Edmed began the 2023 Super Rugby Pacific season following his promising 2022 campaign, where he had emerged as a key player at fly-half. Edmed played at the first-choice Waratahs' first-choice fly-half for the opening three rounds of the season, scoring 40 points in the process, including one try. However, his 2023 campaign was significantly disrupted after Round 4 by a back injury, which sidelined him for 10 weeks during the early rounds of the competition. As a result, Edmed played just three more matches during the season, or seven in total.

In 2024, Edmed played 10 out of 13 games Super Rugby games as the starting fly-half in a very unsuccessful Waratahs season. The Waratahs, who finished wooden-spooners, swapped Edmed with Will Harrison toward the latter end of the season. In an effort to regain full match fitness and experience a different playing environment, Edmed joined in New Zealand's Bunnings National Provincial Championship (NPC).

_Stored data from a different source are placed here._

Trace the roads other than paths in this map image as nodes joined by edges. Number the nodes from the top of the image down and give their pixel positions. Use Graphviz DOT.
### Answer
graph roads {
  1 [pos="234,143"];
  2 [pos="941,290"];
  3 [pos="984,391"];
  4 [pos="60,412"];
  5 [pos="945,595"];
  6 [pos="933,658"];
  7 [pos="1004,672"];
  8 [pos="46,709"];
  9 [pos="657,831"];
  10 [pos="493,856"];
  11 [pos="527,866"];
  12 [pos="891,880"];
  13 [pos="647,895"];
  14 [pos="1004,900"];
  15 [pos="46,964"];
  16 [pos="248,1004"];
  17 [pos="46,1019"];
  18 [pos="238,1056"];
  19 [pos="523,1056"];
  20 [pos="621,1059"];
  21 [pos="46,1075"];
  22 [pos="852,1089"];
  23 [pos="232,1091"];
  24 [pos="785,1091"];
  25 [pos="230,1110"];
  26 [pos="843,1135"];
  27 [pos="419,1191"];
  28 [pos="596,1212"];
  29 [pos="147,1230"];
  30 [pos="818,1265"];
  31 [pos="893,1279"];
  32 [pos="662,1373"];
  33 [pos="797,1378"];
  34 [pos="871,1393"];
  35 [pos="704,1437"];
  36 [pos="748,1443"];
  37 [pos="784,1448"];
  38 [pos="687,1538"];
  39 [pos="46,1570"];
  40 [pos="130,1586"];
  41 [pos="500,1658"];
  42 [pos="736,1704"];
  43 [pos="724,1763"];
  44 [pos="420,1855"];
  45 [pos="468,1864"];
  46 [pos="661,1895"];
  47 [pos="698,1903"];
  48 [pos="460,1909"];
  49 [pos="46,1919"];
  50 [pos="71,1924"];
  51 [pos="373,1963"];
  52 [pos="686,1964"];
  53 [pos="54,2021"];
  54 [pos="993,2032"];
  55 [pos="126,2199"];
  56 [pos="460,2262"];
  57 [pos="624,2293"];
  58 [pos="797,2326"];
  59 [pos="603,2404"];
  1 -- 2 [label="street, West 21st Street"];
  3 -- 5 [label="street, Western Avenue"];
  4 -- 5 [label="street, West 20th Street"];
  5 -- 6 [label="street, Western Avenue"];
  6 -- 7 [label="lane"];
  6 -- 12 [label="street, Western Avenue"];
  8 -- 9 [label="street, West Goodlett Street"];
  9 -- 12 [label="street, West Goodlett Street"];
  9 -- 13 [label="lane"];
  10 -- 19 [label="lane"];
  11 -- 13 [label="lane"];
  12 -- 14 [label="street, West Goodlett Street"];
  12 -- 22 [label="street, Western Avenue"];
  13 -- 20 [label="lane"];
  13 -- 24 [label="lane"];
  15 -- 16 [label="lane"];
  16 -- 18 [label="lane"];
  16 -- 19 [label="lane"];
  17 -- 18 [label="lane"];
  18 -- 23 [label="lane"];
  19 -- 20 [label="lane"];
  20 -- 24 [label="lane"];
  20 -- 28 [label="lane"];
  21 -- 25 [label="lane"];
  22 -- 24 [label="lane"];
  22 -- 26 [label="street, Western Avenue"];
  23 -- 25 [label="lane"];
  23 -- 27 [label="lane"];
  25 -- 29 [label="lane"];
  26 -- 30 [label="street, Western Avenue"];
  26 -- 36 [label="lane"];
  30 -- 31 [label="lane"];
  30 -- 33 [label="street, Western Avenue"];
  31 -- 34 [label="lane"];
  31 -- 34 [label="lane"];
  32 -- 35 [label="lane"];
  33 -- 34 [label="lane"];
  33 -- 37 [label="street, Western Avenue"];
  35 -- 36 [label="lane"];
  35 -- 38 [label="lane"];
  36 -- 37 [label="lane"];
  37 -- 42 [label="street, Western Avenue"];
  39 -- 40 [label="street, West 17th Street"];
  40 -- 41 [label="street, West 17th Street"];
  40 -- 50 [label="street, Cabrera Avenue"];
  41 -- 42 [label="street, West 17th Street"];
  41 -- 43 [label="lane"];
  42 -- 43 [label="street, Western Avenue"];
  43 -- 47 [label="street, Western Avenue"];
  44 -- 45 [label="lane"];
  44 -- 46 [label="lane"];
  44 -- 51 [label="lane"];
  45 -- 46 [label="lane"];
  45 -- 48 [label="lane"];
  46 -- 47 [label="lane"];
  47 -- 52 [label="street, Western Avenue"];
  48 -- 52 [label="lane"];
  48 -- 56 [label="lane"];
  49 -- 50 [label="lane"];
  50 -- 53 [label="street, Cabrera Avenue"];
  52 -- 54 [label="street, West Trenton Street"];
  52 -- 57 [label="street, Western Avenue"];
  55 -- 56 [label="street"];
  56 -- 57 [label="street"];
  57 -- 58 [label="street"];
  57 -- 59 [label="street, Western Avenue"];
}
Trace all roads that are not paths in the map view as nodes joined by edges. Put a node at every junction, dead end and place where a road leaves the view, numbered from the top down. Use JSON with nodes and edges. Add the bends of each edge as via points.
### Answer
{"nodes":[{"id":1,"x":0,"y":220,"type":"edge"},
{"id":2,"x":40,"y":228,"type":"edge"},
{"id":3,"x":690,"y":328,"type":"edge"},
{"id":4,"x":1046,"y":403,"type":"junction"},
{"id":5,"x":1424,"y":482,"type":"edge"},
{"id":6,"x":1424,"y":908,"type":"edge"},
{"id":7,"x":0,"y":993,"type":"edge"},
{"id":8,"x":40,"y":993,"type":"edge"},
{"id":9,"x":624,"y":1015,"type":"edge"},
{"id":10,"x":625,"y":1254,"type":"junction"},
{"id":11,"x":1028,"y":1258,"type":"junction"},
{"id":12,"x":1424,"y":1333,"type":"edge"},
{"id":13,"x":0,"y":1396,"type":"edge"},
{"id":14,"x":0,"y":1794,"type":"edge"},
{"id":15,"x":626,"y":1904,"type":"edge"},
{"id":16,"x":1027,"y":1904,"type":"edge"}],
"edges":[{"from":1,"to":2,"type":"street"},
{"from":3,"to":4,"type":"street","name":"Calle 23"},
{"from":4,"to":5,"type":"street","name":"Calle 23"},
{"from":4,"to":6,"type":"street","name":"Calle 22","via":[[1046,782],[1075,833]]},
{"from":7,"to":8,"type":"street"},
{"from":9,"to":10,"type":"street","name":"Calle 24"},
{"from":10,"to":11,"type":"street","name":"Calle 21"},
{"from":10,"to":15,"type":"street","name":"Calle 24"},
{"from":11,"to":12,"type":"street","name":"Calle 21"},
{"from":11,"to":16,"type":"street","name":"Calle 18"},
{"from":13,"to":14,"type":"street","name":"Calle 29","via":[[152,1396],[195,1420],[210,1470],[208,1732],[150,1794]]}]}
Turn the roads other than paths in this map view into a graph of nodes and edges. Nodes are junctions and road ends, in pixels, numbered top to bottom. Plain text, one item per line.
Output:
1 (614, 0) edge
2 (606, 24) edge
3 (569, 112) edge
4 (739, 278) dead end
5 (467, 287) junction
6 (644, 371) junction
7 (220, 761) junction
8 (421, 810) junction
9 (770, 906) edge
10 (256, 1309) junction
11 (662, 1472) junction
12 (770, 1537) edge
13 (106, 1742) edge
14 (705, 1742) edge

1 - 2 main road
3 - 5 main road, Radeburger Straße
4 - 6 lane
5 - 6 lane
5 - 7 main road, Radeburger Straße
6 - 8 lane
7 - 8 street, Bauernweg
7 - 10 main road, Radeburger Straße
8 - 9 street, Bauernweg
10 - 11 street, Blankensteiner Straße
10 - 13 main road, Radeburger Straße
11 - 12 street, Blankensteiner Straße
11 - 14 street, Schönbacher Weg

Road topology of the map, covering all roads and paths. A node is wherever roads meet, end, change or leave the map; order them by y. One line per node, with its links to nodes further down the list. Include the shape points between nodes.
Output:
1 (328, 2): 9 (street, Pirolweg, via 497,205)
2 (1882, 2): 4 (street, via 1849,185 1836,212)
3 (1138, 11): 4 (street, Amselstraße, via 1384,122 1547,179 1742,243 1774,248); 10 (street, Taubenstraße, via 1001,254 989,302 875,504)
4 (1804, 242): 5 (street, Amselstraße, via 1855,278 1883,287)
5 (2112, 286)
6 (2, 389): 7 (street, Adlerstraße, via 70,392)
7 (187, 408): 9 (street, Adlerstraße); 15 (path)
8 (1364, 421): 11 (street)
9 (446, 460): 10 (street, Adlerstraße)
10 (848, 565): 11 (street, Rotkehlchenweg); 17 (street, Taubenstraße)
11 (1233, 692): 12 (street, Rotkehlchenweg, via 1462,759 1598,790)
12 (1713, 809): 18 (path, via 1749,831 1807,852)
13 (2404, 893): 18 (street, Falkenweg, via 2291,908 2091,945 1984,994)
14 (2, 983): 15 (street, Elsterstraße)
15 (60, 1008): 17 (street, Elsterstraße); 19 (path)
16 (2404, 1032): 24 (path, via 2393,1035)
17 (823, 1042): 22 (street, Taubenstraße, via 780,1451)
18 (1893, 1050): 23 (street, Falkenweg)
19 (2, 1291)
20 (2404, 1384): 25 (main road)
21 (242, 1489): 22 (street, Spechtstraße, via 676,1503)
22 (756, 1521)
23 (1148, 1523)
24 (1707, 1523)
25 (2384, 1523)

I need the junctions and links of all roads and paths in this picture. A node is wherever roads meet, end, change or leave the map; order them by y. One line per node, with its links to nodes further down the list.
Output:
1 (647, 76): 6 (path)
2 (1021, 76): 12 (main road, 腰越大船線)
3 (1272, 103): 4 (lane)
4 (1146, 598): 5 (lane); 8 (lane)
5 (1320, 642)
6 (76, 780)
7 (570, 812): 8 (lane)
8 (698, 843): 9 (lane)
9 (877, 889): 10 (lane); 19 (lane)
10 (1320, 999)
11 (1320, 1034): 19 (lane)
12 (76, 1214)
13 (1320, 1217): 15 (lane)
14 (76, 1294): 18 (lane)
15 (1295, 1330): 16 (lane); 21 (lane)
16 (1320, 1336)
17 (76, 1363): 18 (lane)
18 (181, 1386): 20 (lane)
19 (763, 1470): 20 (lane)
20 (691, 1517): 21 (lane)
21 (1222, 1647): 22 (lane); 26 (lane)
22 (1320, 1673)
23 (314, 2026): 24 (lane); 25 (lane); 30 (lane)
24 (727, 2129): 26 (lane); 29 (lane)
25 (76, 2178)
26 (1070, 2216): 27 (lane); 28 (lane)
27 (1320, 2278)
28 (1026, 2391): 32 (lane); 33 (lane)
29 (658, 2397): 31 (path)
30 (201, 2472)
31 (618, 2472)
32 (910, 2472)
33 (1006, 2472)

His performances across the campaign were widely regarded as a breakthrough. Over 10 matches, Edmed scored 137 points, making him the leading point-scorer of the entire 2024 Bunnings NPC season. His average of 13.7 points per game included a record performance against Manawatu, where he recorded 33 points (most for the club by a player in a match) through two tries, three penalties, and seven conversions — one of the most prolific individual performances of the tournament. Despite North Harbour finishing 10th overall with only three wins, Edmed's attacking output and tactical control were considered a highlight of their campaign. His form in New Zealand earned him a call-up to the Australia national team. In August 2024, Edmed re-signed with the Waratahs for 2025.

In 2025, Edmed operated primarily in a secondary role to Lawson Creighton in the Waratahs' No. 10 jersey. Despite serving as the team's chief goal-kicker and finishing the season as leading point-scorer, he was limited to just five starts across thirteen matches. Despite the team's improvement from the previous season under new head coach Dan McKellar, the Waratahs finished 8th and subsequently missed finals.

===ACT Brumbies===
In July 2025, the ACT Brumbies announced they had signed Edmed, who was in the final year of his contract with the Waratahs, on a two-year deal, beginning in 2026.

On 14 February 2026, Edmed made his Brumbies debut in their round 1, 56-24 win over the Western Force in Perth.

==International career==
In October 2022, Edmed was called-up to the Australia A team for their Pacific Nations Cup and 2022 tour of Japan. Edmed's inclusion was designed to provide game time to emerging fly-halves (including Ben Donaldson) and to assess his readiness for elevation to the Wallabies. Edmed played in four matches across the campaign, and slotted a game-winning conversion against Japan XV in Fukuoka.

In October 2024, Edmed was invited into Wallabies training for the Spring Tour, considered for inclusion in either the Wallabies or Australia XV squads. Edmed was named on the bench for Australia's match against Ireland on 30 November. He made his international test debut on 30 November 2024 after coming on as a 73rd minute substitute. However, after just three minutes on the pitch Edmed was subbed off with a knock to the head, which required a head injury assessment (HIA). Australia lost 19–22 against Ireland at the Aviva Stadium, Dublin.

In July 2025, featured as the ANZAC XV fly-half against the British & Irish Lions in Adelaide on their 2025 tour of Australia. The Lions won 0–48. The following month Edmed was one of 34 players named in coach Joe Schmidt's Wallabies squad for their opening two tests against South Africa in the 2025 Rugby Championship. Ahead of the first test, Wallabies coach Joe Schmidt made a late reversal on the starting lineup by calling up Edmed onto the bench as back-up for James O'Connor after Ben Donaldson suffered an injury, replacing back-rower Nick Champion de Crespigny in the squad to avoid going into the Springboks Test without a second playmaker.